Je reculai légèrement, ma gorge serrée. « Tu ne peux pas me sauver de ce que je suis, Kyle. » Mes mots, froids et tranchants, le frappèrent comme un coup, et je vis une douleur fugitive traverser son visage. Mais je ne pouvais pas me permettre de fléchir. Pas maintenant.

Marin, restée en retrait, s’avança, son expression marquée par une tristesse ancienne. « Chaque vérité a un prix, Léa. Et ce n’est que le début. La corruption d’Isolde approche – elle sent le Sang d’Argent, elle se nourrit de ce que tu perds. » Ses mots me glacèrent, et je repensai à cette silhouette émaciée dans la Clairière, à ses yeux verts luisants de malice. Marin pressa quelque chose de froid dans ma paume – un éclat d’obsidienne, noir comme la crypte elle-même, pulsant d’une énergie que je ne comprenais pas. « Ceci déverrouillera une autre vérité, mais seulement par le sang. Garde-le, et souviens-toi que la forêt choisit parfois pour toi. »
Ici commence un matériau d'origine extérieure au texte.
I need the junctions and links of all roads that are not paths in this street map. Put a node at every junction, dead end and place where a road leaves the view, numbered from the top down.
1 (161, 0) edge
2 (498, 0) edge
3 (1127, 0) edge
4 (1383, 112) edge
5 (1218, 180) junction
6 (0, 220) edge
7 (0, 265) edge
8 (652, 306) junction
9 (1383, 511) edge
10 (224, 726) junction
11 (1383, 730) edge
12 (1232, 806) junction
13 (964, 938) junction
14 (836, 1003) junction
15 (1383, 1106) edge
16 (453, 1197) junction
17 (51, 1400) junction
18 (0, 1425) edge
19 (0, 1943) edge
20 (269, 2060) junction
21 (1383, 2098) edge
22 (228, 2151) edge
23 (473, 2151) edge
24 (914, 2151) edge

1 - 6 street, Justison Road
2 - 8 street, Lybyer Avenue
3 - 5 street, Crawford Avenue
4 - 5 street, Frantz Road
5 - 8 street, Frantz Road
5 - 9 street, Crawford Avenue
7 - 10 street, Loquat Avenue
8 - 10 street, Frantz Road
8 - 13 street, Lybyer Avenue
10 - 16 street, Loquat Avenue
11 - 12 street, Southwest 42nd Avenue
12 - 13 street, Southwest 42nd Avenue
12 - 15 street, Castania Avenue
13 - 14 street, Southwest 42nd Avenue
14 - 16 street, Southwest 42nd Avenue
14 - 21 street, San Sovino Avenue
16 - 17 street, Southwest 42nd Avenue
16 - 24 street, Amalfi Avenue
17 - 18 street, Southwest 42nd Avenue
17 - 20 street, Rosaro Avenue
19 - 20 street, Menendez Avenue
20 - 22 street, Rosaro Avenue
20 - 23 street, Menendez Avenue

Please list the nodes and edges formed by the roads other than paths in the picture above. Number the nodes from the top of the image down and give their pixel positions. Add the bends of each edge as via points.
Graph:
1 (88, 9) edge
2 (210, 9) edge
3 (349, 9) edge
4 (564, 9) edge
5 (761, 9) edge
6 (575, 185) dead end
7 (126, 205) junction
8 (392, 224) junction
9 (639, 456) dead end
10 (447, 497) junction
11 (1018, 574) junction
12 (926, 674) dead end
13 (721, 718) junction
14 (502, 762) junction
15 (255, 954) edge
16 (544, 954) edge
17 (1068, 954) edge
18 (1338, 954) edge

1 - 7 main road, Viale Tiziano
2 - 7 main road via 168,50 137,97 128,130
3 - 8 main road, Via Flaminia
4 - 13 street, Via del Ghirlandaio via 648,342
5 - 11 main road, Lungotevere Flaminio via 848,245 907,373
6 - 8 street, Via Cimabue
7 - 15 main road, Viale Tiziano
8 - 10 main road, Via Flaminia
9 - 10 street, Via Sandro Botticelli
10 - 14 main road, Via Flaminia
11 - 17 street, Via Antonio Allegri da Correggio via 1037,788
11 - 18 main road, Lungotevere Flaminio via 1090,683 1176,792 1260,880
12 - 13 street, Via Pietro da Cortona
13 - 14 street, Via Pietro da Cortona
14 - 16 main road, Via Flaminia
Avant que je ne puisse poser une question, elle se fondit dans les ténèbres, sa silhouette disparaissant comme si elle n’avait jamais été là. Je serrai l’éclat d’obsidienne, sentant une pulsation froide contre ma peau, comme si l’objet murmurait des vérités que je n’étais pas prête à entendre. Kyle, debout à mes côtés, fixait l’autel central, son regard ambre assombri par une peur qu’il ne nommait pas. Un hurlement lointain résonna à travers la forêt, un écho peut-être des forces d’Isolde, un rappel que nous n’avions pas de répit.

Je tournai les yeux vers la sortie de la crypte, une certitude glaciale s’installant en moi : chaque réponse nous rapprochait d’un prix qu’aucun d’entre nous ne pourrait payer.